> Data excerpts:
•••
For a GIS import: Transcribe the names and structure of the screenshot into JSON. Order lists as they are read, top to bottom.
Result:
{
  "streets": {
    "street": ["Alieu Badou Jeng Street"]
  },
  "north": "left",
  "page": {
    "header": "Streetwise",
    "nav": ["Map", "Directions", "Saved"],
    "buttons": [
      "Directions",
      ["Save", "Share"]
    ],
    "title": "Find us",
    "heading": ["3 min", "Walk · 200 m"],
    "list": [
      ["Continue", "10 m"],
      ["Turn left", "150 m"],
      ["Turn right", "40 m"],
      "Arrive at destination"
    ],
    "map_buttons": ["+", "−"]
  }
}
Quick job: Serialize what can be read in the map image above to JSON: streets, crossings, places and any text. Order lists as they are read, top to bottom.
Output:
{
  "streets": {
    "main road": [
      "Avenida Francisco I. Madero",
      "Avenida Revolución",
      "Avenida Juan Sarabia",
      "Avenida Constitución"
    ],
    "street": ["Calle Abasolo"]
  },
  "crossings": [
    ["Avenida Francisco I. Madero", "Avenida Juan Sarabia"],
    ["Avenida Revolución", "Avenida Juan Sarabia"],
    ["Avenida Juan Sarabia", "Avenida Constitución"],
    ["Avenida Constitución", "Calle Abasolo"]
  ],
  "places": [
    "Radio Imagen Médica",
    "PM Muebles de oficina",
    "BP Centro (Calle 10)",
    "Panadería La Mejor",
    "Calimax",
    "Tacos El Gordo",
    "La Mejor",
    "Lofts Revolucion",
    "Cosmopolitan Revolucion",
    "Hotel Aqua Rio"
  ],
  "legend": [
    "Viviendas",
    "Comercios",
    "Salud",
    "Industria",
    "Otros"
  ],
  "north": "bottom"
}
•••
> WHAT IS EXPECTED: Output all of the data exactly.

> EXERCISE OUTPUT:
For a GIS import: Transcribe the names and structure of the screenshot into JSON. Order lists as they are read, top to bottom.
Result:
{
  "streets": {
    "street": ["Alieu Badou Jeng Street"]
  },
  "north": "left",
  "page": {
    "header": "Streetwise",
    "nav": ["Map", "Directions", "Saved"],
    "buttons": [
      "Directions",
      ["Save", "Share"]
    ],
    "title": "Find us",
    "heading": ["3 min", "Walk · 200 m"],
    "list": [
      ["Continue", "10 m"],
      ["Turn left", "150 m"],
      ["Turn right", "40 m"],
      "Arrive at destination"
    ],
    "map_buttons": ["+", "−"]
  }
}
Quick job: Serialize what can be read in the map image above to JSON: streets, crossings, places and any text. Order lists as they are read, top to bottom.
Output:
{
  "streets": {
    "main road": [
      "Avenida Francisco I. Madero",
      "Avenida Revolución",
      "Avenida Juan Sarabia",
      "Avenida Constitución"
    ],
    "street": ["Calle Abasolo"]
  },
  "crossings": [
    ["Avenida Francisco I. Madero", "Avenida Juan Sarabia"],
    ["Avenida Revolución", "Avenida Juan Sarabia"],
    ["Avenida Juan Sarabia", "Avenida Constitución"],
    ["Avenida Constitución", "Calle Abasolo"]
  ],
  "places": [
    "Radio Imagen Médica",
    "PM Muebles de oficina",
    "BP Centro (Calle 10)",
    "Panadería La Mejor",
    "Calimax",
    "Tacos El Gordo",
    "La Mejor",
    "Lofts Revolucion",
    "Cosmopolitan Revolucion",
    "Hotel Aqua Rio"
  ],
  "legend": [
    "Viviendas",
    "Comercios",
    "Salud",
    "Industria",
    "Otros"
  ],
  "north": "bottom"
}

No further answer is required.